Energetic and dynamic, Moments manage to mix elements of both the old and new schools of hardcore, blended with a bit of modern metal, of course.
With enough heavy riffs and vibrant grooves to carve up the dance floor, the songs on Outlast are well-presented, well-realised, and quite enjoyable.
There’s a firm emotive/melodic edge to the tracks, meaning that their innate belligerence is only part of the tale they tell. For a band that essentially peel off heavy riffs and energetic pit-friendly anthems, there’s more nuance of delivery here than you find in a lot of bands that play this kind of thing. This is largely down to the good songwriting; the music knows how to rock and roll that’s for sure, but it’s the emotive, energetic delivery that really makes the listener come back for more.

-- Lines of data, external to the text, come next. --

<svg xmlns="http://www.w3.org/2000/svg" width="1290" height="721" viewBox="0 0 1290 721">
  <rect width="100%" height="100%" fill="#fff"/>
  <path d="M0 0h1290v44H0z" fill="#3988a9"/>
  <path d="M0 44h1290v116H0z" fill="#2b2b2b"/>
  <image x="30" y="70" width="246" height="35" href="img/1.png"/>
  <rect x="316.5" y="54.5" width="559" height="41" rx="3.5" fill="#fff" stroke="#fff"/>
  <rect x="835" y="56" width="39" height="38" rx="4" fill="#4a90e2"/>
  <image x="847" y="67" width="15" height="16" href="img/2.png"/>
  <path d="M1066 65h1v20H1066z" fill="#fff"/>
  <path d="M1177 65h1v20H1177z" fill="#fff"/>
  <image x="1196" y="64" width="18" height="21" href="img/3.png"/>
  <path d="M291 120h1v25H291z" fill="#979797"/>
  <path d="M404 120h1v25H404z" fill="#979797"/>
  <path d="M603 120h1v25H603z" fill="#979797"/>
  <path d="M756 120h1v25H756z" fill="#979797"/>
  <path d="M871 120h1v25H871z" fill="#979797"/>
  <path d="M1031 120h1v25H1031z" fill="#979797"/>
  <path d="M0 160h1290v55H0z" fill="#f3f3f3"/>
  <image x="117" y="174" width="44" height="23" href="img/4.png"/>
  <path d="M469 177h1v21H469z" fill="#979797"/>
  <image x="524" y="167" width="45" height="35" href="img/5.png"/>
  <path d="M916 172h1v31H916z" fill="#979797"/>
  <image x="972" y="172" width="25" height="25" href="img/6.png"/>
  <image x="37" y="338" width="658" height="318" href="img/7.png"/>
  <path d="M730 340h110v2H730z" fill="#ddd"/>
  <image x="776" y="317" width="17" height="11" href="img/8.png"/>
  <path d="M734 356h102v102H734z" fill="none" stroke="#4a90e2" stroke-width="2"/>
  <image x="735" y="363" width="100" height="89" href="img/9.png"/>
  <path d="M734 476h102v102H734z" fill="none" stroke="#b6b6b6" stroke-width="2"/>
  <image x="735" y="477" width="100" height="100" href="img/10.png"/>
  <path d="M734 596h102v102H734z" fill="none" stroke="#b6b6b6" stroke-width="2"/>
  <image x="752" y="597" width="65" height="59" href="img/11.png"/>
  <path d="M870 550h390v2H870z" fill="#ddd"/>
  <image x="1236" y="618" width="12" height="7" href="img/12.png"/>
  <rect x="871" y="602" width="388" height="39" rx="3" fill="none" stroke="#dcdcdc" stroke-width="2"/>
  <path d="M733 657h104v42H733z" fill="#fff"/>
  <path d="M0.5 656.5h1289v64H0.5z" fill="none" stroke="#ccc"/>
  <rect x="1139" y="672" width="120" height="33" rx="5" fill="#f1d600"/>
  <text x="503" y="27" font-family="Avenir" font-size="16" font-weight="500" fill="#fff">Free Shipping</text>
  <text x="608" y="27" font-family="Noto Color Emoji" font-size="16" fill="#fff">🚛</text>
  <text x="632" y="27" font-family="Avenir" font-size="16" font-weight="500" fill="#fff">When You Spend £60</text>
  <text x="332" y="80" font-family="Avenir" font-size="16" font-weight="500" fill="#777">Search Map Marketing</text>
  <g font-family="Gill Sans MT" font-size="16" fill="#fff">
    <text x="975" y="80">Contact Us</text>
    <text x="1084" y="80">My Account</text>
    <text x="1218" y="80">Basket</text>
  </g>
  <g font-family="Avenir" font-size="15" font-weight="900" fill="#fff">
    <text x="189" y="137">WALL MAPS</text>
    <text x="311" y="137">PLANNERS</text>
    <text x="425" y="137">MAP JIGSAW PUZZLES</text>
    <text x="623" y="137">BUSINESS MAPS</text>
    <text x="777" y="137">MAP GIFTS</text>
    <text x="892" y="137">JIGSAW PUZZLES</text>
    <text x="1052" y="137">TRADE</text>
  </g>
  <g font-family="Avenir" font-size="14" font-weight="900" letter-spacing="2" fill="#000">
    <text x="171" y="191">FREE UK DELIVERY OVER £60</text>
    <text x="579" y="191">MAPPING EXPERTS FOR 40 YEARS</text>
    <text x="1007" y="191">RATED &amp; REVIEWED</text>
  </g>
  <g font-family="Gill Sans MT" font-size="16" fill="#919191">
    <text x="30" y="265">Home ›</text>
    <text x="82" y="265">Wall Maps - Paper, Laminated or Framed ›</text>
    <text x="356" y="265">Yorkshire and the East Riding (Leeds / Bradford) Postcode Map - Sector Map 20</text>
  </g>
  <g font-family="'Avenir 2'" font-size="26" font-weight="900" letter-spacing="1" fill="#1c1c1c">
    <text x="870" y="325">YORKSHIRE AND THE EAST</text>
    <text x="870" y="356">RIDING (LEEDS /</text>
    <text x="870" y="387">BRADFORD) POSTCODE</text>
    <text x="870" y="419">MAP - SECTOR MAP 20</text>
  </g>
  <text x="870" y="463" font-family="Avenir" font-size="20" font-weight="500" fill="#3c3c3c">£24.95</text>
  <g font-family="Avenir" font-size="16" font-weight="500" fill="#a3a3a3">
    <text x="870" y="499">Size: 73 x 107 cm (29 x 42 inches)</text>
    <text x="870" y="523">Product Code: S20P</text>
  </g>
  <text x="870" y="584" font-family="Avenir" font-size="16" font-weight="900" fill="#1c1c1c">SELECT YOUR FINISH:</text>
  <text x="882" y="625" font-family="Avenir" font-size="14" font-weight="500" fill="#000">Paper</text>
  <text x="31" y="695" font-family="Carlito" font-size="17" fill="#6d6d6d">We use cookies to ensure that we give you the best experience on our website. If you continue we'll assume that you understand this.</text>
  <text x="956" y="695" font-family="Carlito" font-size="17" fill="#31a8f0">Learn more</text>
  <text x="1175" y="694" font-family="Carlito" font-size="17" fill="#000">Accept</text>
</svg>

Yep, the band can certainly throw out a heavy beatdown when they need to, but when the leads are adding colourful emphasis and the singer’s harsh barks take on more emphatic, shaded tones, that’s when things really happen with Moments.
Clean singing appears, sparingly used, but this largely pales in comparison to the strength of the main shouted vocals.
With a strong recording that makes the most of the band’s strengths, Outlast is a very enjoyable slab of modern hardcore that’s infused with enough elements of the old-school and melodic styles to make the songs go the distance.
A highly recommended listen.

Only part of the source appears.